By A. H. KOSCHMANN and M. H. BERGENDAHL - USGS 1968
Mineral County is in southwestern Colorado near the center of the San Juan Mountains. Mining has been conducted in three general areas in the county, the Creede district, the Spar City district, and the Wagon Wheel Gap fluorspar district, but only the Creede district has had significant production of gold. Ores in the Creede district are valuable chiefly for silver, lead, and zinc, but byproduct gold is important locally. From 1891 through 1959 the district produced about 149,200 ounces of gold.
The Creede and the Cripple Creek districts were the last of the famous mining districts in Colorado to be discovered, and the significant discoveries in both districts were made in 1891. In the 1880's the upper Rio Grande valley was a route of transportation between Wagonwheel Gap and the flourishing mining camps near Silverton and Lake City (Emmons and Larsen, 1923, p. 3-5).
Some of the prospectors traveling this route located promising claims at Sunnyside, about 2 miles west of the present site of Creede, in 1883, and in 1884 a claim was located on the Amethyst or Big vein near Creede. Interest in the area was aroused in 1889 when the Holy Moses vein was discovered on East Willow Creek, and, in 1891, when rich ore was found on the Amethyst vein in the Last Chance, Amethyst, and New York mines. Within a few months, late in 1891 and in 1892, about 10,000 people swarmed into the infant town of Creede (Emmons and Larsen, 1923, p. 4).
In late 1891 the Denver and Rio Grande Railroad was extended from Wagonwheel Gap to Creede, and in 1893 the Creede district had its largest annual production, consisting chiefly of silver but also some lead and gold and having a total value of $4,150,946. Because of the continued drop in the price of silver, production declined sharply in 1894, but there was a fair recovery in 1897, and the district maintained a fairly steady annual output worth about $1 million through 1910. Thereafter production declined and the district was virtually idle between 1930 and 1933.
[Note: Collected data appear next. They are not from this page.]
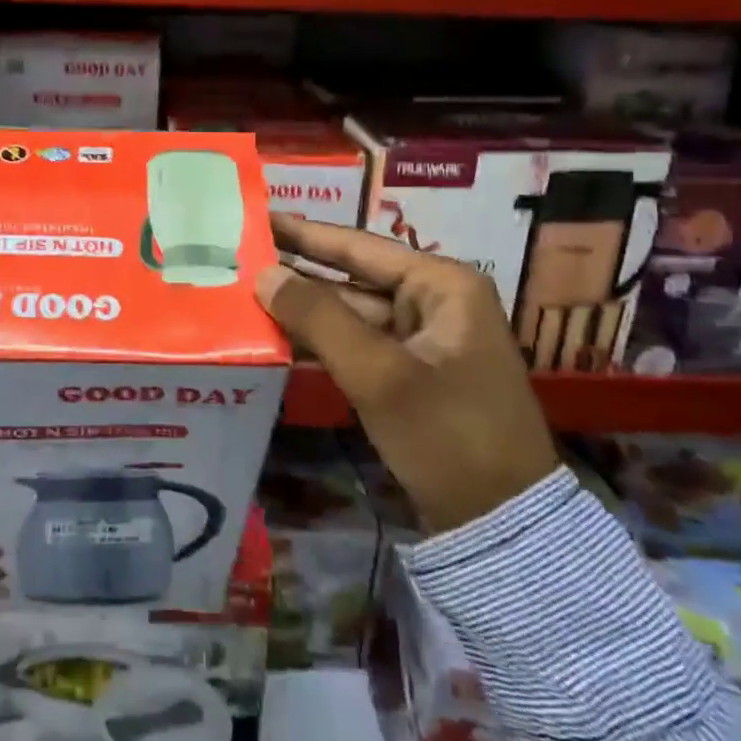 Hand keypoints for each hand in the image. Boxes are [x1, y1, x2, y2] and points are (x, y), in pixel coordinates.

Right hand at [257, 215, 557, 533]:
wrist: (501, 525)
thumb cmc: (448, 435)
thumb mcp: (380, 374)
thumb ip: (319, 318)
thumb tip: (263, 275)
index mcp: (442, 285)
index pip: (359, 246)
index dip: (304, 232)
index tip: (258, 216)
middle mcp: (433, 302)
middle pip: (351, 278)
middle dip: (297, 273)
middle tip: (239, 256)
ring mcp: (421, 340)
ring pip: (349, 314)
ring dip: (303, 310)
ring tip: (243, 293)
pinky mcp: (409, 374)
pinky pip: (356, 345)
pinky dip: (319, 342)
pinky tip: (274, 336) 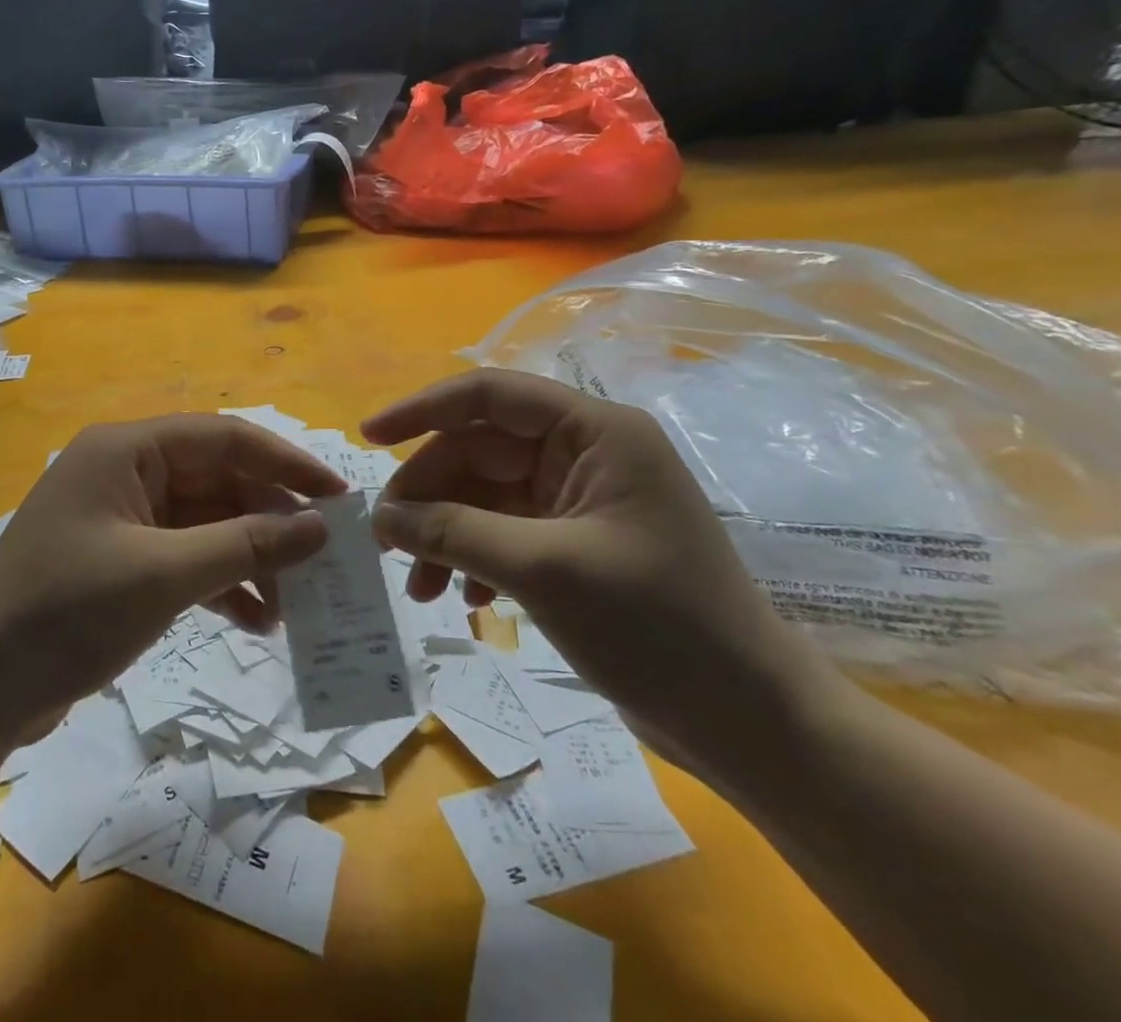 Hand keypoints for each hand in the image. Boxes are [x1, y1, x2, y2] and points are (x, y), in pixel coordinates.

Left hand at [0, 415, 344, 747]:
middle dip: (269, 519)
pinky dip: (219, 583)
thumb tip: (319, 526)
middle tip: (324, 559)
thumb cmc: (66, 613)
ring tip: (294, 602)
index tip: (337, 497)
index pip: (223, 437)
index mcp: (126, 450)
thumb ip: (245, 545)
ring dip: (248, 557)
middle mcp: (125, 472)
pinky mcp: (119, 561)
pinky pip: (184, 557)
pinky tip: (254, 620)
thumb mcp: (163, 575)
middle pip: (217, 480)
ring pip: (205, 523)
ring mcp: (121, 518)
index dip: (285, 463)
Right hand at [362, 369, 846, 782]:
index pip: (490, 395)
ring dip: (446, 535)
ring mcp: (581, 501)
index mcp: (593, 432)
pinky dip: (476, 559)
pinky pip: (505, 532)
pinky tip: (468, 602)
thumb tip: (380, 518)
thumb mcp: (541, 570)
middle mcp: (586, 454)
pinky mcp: (578, 544)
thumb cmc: (657, 628)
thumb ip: (452, 532)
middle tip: (387, 543)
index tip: (368, 438)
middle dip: (430, 496)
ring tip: (419, 588)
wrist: (752, 725)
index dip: (422, 409)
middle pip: (479, 452)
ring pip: (486, 497)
From 1934 through 1959, annual production of silver, lead, zinc, and gold ranged from less than $300,000 to more than $1 million. Gold production was greatest from 1900 through 1911 when the output was about 92,000 ounces and was valued at $1,899,560 (Emmons and Larsen, 1923, p. 9-10). Total gold production of the district through 1959 was about 149,200 ounces.
The following brief description of the geology of the Creede district has been abstracted from a report by Steven and Ratte (1960a), and the summary of the ore deposits is from a report by Emmons and Larsen (1923).
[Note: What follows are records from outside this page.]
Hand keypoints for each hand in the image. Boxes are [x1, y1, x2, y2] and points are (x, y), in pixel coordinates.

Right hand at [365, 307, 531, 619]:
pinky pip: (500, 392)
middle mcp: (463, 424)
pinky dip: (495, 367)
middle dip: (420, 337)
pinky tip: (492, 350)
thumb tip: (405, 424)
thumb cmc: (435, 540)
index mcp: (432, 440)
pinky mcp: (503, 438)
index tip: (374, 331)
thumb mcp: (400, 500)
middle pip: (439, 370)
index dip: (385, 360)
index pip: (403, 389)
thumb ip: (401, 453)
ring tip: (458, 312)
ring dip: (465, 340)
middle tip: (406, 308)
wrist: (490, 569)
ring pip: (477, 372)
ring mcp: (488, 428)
The bedrock exposed in the Creede district consists of Tertiary volcanic rocks. The ore deposits are localized along faults in a complex graben that extends outward from the Creede caldera, a subcircular subsided mass of volcanic rocks about 10 miles in diameter. Within the caldera, quartz latitic welded tuff at least 6,000 feet thick is exposed. Surrounding the caldera is a mass of volcanic rocks at least 4,000 feet thick which accumulated from several volcanic centers and consists of rhyolitic and quartz latitic welded tuffs, nonwelded pumiceous tuff, and locally interlayered quartz latitic and dacitic lava flows and breccias. Stream and lake sediments and travertine, collectively called the Creede Formation, accumulated along the margin of the caldera.
Known ore deposits of the district occur chiefly as veins along three of the main faults in the graben. A small amount of ore has been mined from disseminated deposits in the basal beds of the Creede Formation where it rests on a highly faulted segment of the caldera margin. The faults in the graben were active many times during caldera subsidence; however, mineralization did not take place until the last main period of movement.
The mines along the Amethyst fault zone produced $55 million worth of metals; all the other veins produced about $2,800,000, and the disseminated deposits in the Creede Formation yielded about $800,000 worth of metals.
The ore deposits in Creede are silver-lead-zinc veins. The unaltered ore is composed mainly of sphalerite, silver-bearing galena, and pyrite in a gangue of amethystine quartz, barite, and chlorite (thuringite). Fluorite, rhodochrosite, chalcopyrite, and native gold are sparingly present. Much of the ore is oxidized, and in some deposits enrichment is pronounced.
Gold as a primary mineral is presumably very finely divided and is probably included in pyrite, galena, sphalerite, and other minerals. The richest gold ore consists of gold in a gangue of manganese oxide in veinlets cutting the older sulfides, and ore with such veinlets may carry as much as 1 or 2 ounces of gold per ton (Emmons and Larsen, 1923, p. 98-103). The gold is not uniformly distributed in the veins; for example, most of the ore mined from the north end of the Amethyst vein contained 0.03 to 0.25 ounce of gold per ton, whereas ore from the south end of the Amethyst lode contained negligible amounts of gold.